[WHAT THE TASK REQUIRES]:
From the first line to the last, set down the material exactly, leaving out its pictures.

┌─ EXTRACTED ENTRIES

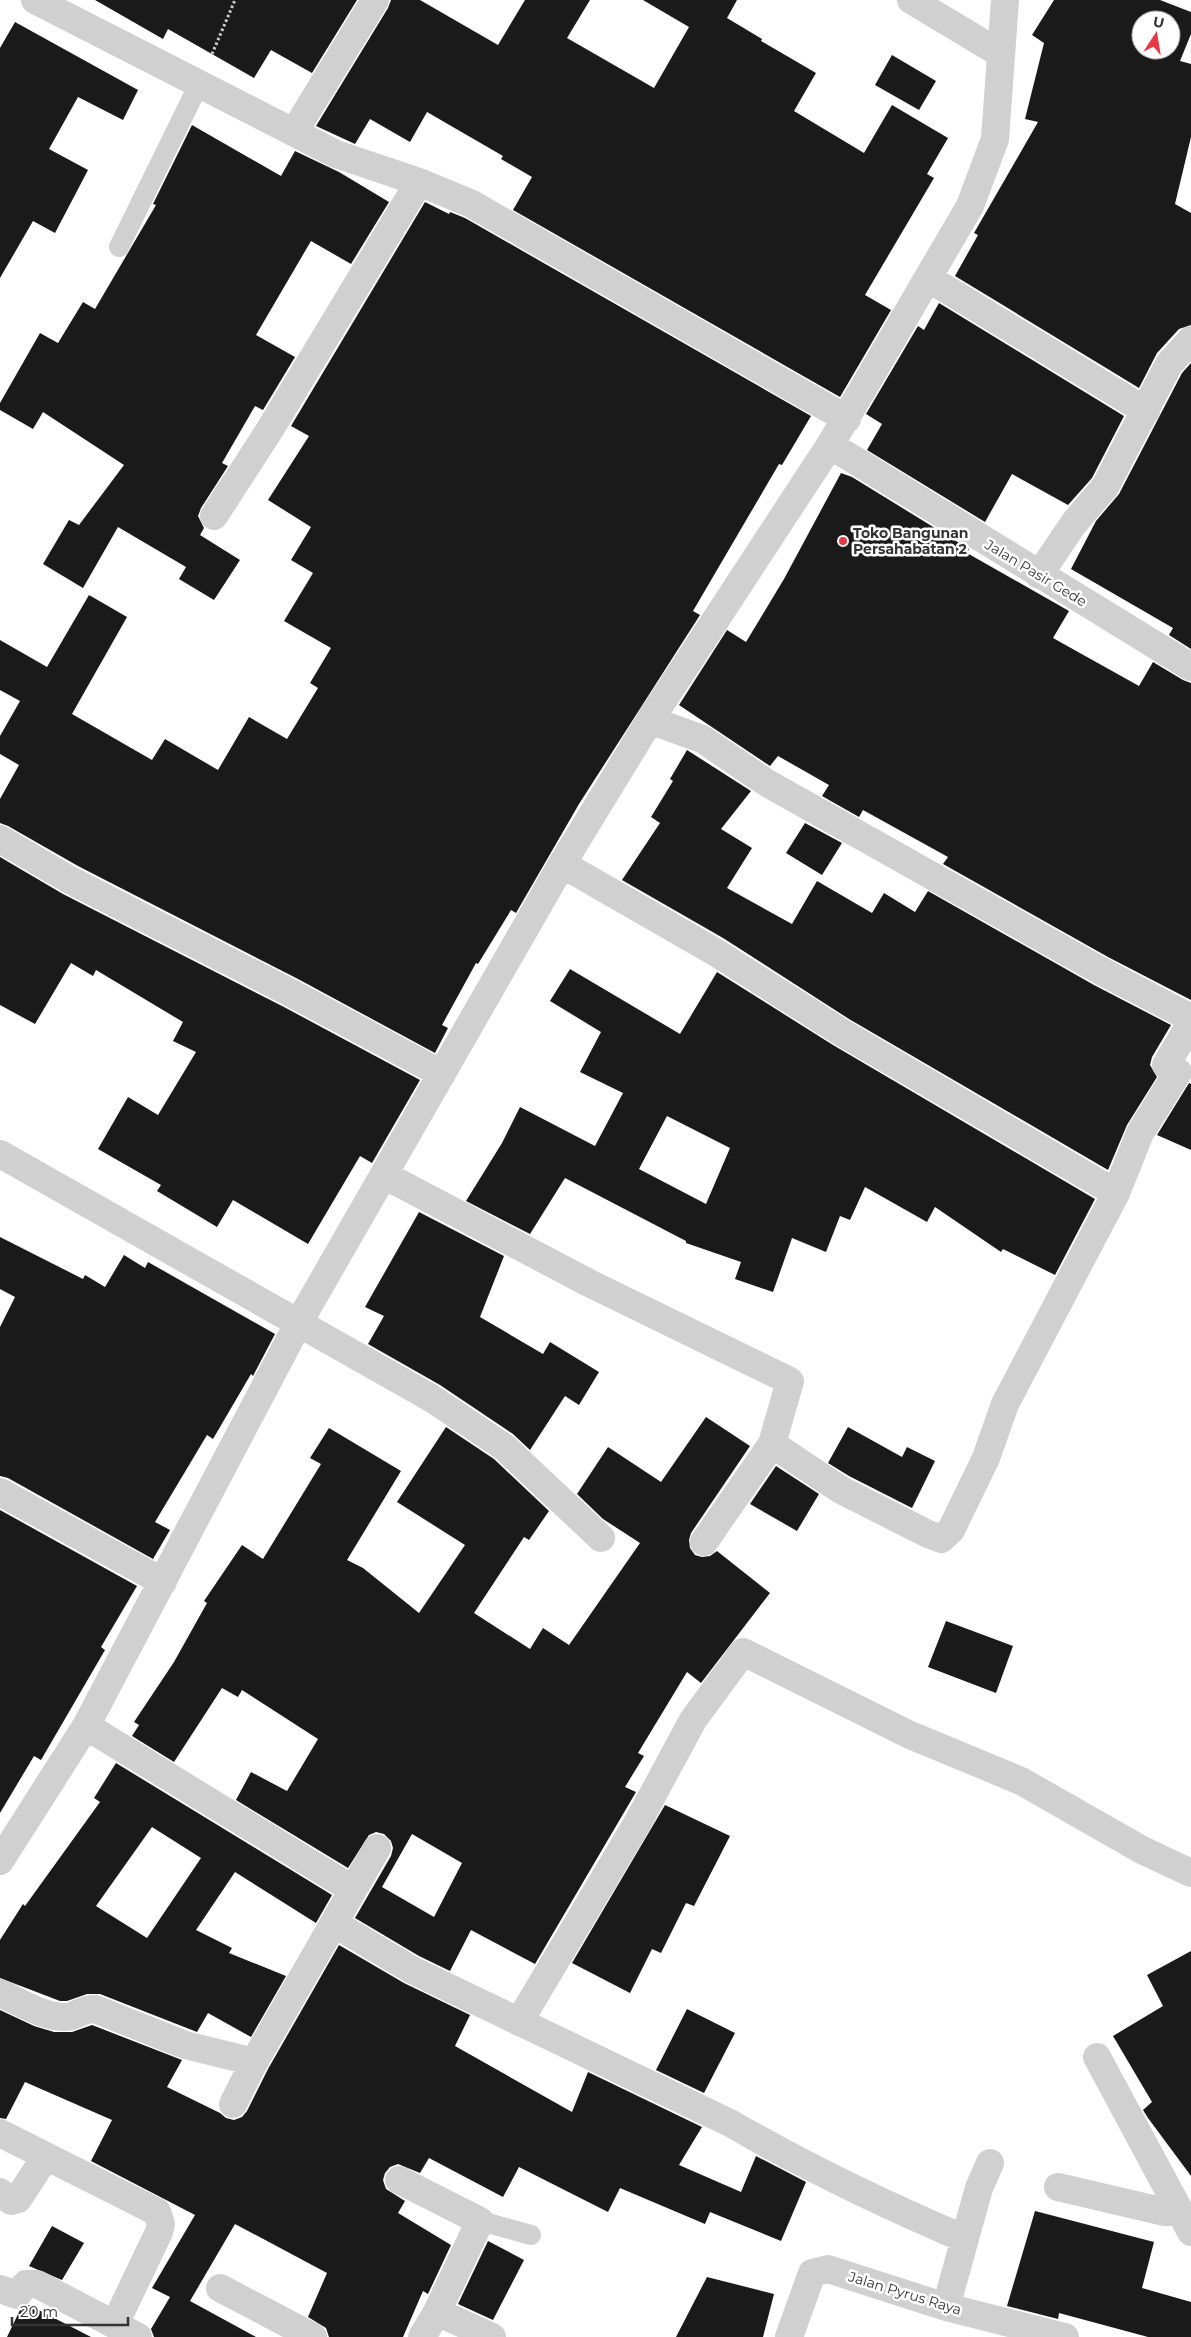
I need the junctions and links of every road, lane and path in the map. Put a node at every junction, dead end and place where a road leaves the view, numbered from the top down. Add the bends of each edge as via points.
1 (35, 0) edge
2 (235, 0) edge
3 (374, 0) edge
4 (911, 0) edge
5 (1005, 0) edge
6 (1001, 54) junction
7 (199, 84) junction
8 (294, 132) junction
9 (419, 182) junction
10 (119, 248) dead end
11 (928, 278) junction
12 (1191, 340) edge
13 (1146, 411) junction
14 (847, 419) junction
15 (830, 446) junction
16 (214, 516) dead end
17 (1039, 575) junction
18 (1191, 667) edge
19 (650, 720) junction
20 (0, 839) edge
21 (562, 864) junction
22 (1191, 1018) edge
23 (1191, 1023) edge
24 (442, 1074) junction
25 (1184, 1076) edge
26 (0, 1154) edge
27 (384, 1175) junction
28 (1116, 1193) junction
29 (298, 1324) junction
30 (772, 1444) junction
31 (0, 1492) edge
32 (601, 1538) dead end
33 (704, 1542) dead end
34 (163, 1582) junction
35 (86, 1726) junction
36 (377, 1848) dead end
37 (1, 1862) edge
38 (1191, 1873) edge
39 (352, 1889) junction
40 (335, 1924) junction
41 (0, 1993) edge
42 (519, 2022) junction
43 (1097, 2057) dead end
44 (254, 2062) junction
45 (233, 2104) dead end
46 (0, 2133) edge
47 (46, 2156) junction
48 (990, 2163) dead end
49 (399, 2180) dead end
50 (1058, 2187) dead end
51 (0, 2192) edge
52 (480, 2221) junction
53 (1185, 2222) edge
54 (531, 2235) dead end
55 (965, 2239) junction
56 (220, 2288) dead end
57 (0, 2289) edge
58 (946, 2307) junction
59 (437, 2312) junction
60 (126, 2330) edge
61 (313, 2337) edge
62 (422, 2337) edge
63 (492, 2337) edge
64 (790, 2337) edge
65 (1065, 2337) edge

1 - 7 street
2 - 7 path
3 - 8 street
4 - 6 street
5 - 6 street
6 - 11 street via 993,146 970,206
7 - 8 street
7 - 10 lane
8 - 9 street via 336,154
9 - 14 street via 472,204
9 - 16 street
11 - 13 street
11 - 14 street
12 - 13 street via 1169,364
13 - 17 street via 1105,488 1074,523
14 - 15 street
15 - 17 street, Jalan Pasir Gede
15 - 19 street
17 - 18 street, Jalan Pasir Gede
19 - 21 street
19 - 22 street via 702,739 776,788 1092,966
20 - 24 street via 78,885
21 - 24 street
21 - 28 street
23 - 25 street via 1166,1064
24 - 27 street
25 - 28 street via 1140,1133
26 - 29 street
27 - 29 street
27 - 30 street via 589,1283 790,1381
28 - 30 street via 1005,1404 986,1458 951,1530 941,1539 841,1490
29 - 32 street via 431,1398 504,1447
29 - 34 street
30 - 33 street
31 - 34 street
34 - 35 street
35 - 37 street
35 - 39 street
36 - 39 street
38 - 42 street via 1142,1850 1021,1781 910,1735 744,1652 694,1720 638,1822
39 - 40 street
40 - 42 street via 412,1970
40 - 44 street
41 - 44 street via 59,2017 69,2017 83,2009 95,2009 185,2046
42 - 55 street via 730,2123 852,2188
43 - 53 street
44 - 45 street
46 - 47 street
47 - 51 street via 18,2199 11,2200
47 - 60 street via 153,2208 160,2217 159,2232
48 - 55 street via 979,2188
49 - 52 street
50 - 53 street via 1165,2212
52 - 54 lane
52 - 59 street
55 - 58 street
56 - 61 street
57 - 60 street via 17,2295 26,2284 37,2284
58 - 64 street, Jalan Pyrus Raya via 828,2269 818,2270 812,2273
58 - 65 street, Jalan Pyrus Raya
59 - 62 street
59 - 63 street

└─

[EXPECTED ANSWER]:
I need the junctions and links of every road, lane and path in the map. Put a node at every junction, dead end and place where a road leaves the view, numbered from the top down. Add the bends of each edge as via points.
1 (35, 0) edge
2 (235, 0) edge
3 (374, 0) edge
4 (911, 0) edge
5 (1005, 0) edge
6 (1001, 54) junction
7 (199, 84) junction
8 (294, 132) junction
9 (419, 182) junction
10 (119, 248) dead end
11 (928, 278) junction
12 (1191, 340) edge
13 (1146, 411) junction
14 (847, 419) junction
15 (830, 446) junction
16 (214, 516) dead end
17 (1039, 575) junction
18 (1191, 667) edge
19 (650, 720) junction
20 (0, 839) edge
21 (562, 864) junction
22 (1191, 1018) edge
23 (1191, 1023) edge
24 (442, 1074) junction
25 (1184, 1076) edge
26 (0, 1154) edge
27 (384, 1175) junction
28 (1116, 1193) junction
29 (298, 1324) junction
30 (772, 1444) junction
31 (0, 1492) edge
32 (601, 1538) dead end
33 (704, 1542) dead end
34 (163, 1582) junction
35 (86, 1726) junction
36 (377, 1848) dead end
37 (1, 1862) edge
38 (1191, 1873) edge
39 (352, 1889) junction
40 (335, 1924) junction
41 (0, 1993) edge
42 (519, 2022) junction
43 (1097, 2057) dead end
44 (254, 2062) junction
45 (233, 2104) dead end
46 (0, 2133) edge
47 (46, 2156) junction
48 (990, 2163) dead end
49 (399, 2180) dead end
50 (1058, 2187) dead end
51 (0, 2192) edge
52 (480, 2221) junction
53 (1185, 2222) edge
54 (531, 2235) dead end
55 (965, 2239) junction
56 (220, 2288) dead end
57 (0, 2289) edge
58 (946, 2307) junction
59 (437, 2312) junction
60 (126, 2330) edge
61 (313, 2337) edge
62 (422, 2337) edge
63 (492, 2337) edge
64 (790, 2337) edge
65 (1065, 2337) edge

1 - 7 street
2 - 7 path
3 - 8 street
4 - 6 street
5 - 6 street
6 - 11 street via 993,146 970,206
7 - 8 street
7 - 10 lane
8 - 9 street via 336,154
9 - 14 street via 472,204
9 - 16 street
11 - 13 street
11 - 14 street
12 - 13 street via 1169,364
13 - 17 street via 1105,488 1074,523
14 - 15 street
15 - 17 street, Jalan Pasir Gede
15 - 19 street
17 - 18 street, Jalan Pasir Gede
19 - 21 street
19 - 22 street via 702,739 776,788 1092,966
20 - 24 street via 78,885
21 - 24 street
21 - 28 street
23 - 25 street via 1166,1064
24 - 27 street
25 - 28 street via 1140,1133
26 - 29 street
27 - 29 street
27 - 30 street via 589,1283 790,1381
28 - 30 street via 1005,1404 986,1458 951,1530 941,1539 841,1490
29 - 32 street via 431,1398 504,1447
29 - 34 street
30 - 33 street
31 - 34 street
34 - 35 street
35 - 37 street
35 - 39 street
36 - 39 street
38 - 42 street via 1142,1850 1021,1781 910,1735 744,1652 694,1720 638,1822
39 - 40 street
40 - 42 street via 412,1970
40 - 44 street
41 - 44 street via 59,2017 69,2017 83,2009 95,2009 185,2046
42 - 55 street via 730,2123 852,2188
43 - 53 street
44 - 45 street
46 - 47 street
47 - 51 street via 18,2199 11,2200
47 - 60 street via 153,2208 160,2217 159,2232
48 - 55 street via 979,2188
49 - 52 street
50 - 53 street via 1165,2212
52 - 54 lane
52 - 59 street
55 - 58 street
56 - 61 street
57 - 60 street via 17,2295 26,2284 37,2284
58 - 64 street, Jalan Pyrus Raya via 828,2269 818,2270 812,2273
58 - 65 street, Jalan Pyrus Raya
59 - 62 street
59 - 63 street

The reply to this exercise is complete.